Saturday, May 09, 2015

The Second Year Surge

What images come to mind when I mention the word ‘Surge’? Perhaps the word conjures images of a strategy in the most recent Iraq War. Or perhaps a mid-90s soda. Or perhaps it brings to mind an awkward seven foot basketball player. Unfortunately, this is neither a political, soda connoisseur, nor college basketball blog, so when I speak of surges, I am referring to dramatic increases in win totals for college football teams. Of particular interest here is the ‘Second-Year Surge’. Sometimes when a coach takes over a team, his first season is a lost cause as he must deploy players who were recruited for a different system and likely had a different skill set, or in some cases were just plain bad. With his own system in place for a year and some of his own recruits, the team can sometimes make a dramatic leap forward in his second season. Hence the name, ‘Second-Year Surge’. Well, what happens in the third season or the afterglow if you will? After the team improves, does the arrow keep pointing up, does the team plateau, or do they decline? To answer this question, I looked at the results of all FBS coaches who debuted at a school from 2005-2012 and set the arbitrary definition of a ‘surge’ to an increase of at least four regular season wins. This research yielded 22 teams that surged. They are included with the two tables below listed chronologically (I split the table in two so it would be easier to view). The tables include the record in the coaches’ first year, second year or Surge Year, and third year or Follow-Up Year. The Dif column is the difference in the Surge Year and Follow-Up Year. Kent State, Miami, and San Diego State are color-coded differently because their coaches left after their surge, so they were actually coached by a different guy in the Follow-Up Year.

You’re an adult. You can view the table and judge for yourself, but I will throw out some averages for you. In the ‘Follow-Up Year’, the 22 teams that ‘Surged’ declined by an average of 1.98 wins in the regular season. However, if we remove the three teams that actually changed coaches (which we probably should since coaching change represents a great deal of upheaval), the 19 remaining teams declined by an average of 1.71 regular season wins. So we know the average team declined by around 1.7 wins, but what if we look at a different kind of average? Yes, I am talking about one of the most unappreciated averages, the mode.

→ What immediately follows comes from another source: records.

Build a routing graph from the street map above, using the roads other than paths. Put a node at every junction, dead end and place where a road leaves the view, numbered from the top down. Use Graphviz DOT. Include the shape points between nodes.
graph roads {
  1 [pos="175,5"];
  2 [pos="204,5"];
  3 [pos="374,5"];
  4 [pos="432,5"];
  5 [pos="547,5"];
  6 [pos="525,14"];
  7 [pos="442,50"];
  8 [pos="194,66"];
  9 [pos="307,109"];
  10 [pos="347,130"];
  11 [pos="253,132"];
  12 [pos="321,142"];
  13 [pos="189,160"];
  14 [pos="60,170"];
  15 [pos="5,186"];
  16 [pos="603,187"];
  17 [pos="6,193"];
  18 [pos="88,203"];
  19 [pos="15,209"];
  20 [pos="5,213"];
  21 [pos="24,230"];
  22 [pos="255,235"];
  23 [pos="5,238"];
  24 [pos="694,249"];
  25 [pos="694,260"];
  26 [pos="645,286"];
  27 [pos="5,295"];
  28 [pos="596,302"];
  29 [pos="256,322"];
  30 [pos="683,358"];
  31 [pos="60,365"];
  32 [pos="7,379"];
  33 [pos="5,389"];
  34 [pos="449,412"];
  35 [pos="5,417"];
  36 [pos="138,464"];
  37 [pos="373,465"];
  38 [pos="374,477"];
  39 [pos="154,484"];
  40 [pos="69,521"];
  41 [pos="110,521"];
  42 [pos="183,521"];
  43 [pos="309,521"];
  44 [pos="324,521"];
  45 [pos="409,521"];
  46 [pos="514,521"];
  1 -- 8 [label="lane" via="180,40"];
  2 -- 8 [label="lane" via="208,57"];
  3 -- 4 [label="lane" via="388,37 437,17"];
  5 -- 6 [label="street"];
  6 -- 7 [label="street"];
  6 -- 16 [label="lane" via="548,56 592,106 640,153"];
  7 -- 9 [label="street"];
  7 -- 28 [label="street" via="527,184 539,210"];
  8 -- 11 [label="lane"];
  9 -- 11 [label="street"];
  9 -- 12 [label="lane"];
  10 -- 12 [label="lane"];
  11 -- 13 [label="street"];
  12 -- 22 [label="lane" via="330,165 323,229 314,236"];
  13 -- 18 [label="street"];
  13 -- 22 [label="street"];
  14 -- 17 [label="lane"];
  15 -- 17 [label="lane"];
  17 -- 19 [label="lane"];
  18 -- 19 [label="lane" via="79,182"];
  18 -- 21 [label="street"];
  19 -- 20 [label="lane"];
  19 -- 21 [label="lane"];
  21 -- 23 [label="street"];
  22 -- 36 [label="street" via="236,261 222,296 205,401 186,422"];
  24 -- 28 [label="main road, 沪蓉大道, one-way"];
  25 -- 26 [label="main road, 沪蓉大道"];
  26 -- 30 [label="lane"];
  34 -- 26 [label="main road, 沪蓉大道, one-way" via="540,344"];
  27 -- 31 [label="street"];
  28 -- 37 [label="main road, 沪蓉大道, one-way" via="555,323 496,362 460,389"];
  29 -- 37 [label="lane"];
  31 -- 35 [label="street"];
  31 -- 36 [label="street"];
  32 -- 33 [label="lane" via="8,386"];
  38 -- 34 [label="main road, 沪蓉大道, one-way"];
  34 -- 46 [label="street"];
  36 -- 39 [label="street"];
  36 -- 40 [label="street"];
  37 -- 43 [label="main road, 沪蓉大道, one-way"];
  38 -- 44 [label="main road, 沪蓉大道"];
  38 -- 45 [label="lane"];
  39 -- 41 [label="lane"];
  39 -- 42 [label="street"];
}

Using the mode, we see the average team stayed the same the following season. Seven of the 19 teams finished with the same regular season record in the ‘Follow-Up Year’. Three teams declined by either a half or a whole game (a negligible decline in the grand scheme of things). One team declined by two games, two declined by three games, two declined by four games, one declined by five games, two teams declined by an astounding seven games, and only one team improved (but by an amazing five games). Here is a visual look at what I just wrote about.
So the most likely expectation after a ‘Surge’ is for either a similar record the following year or a slight decline. With this in mind, which teams from 2014 ‘Surged’? Glad you asked.
These six teams improved by an average of almost five wins in 2014, with four playing in postseason games. While it may be tempting to pencil them in for even more success in 2015, recent history suggests we should pump the breaks when projecting their 2015 win total.